Law enforcement officials said the men were attacked because they allegedly worked for a rival drug lord, Joaquín "El Chapo" Guzmán, who escaped from the maximumsecurity Puente Grande prison in Jalisco state in January 2001, hidden in a laundry truck.

RIVAL GANG FIGHT

Guzmán is reputed to be a leader of the Juárez cartel, a rival of the Zetas' employer, the Gulf cartel, and is wanted in the United States, said Fontes, the FBI agent.

Dallas police seized 45 kilos of cocaine said to have been smuggled from Monterrey with a street value of US2.5 million and about 300,000 in cash from the Oak Cliff home and one next to it.

"The hit was a message to Chapo Guzmán, and the killer is believed to have been a Zetas member," said the former Dallas narcotics officer. "The gunman was very meticulous, didn't shoot a lot because he didn't have to." The case is under investigation, and the gunman remains at large.

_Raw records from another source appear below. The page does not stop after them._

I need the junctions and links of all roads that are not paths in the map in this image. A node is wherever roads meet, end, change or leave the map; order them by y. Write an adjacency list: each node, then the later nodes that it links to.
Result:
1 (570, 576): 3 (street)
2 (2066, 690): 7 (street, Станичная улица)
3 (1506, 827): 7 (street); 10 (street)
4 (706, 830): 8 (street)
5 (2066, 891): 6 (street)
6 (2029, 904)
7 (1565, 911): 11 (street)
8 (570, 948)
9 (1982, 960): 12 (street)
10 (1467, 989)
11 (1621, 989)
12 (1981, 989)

On Sept. 28, police found the bodies of Mathew Frank Geisler and Brandon Gallegos, both 19 and from Laredo, in a burning 1996 Chevrolet Tahoe in a field near the corner of Morrell Avenue and Sargent Road, in the Cadillac Heights area of Oak Cliff. Both men had been shot, and the case probably involved drugs, according to police accounts.

A federal investigator said that "without a doubt" both incidents were carried out by the Zetas.

"We're seeing an alarming number of incidents involving the same type of violence that's become all too common in Mexico, right here in Dallas," said the former Dallas narcotics officer. "We're seeing executionstyle murders, burned bodies and outright mayhem. It's like the battles being waged in Mexico for turf have reached Dallas."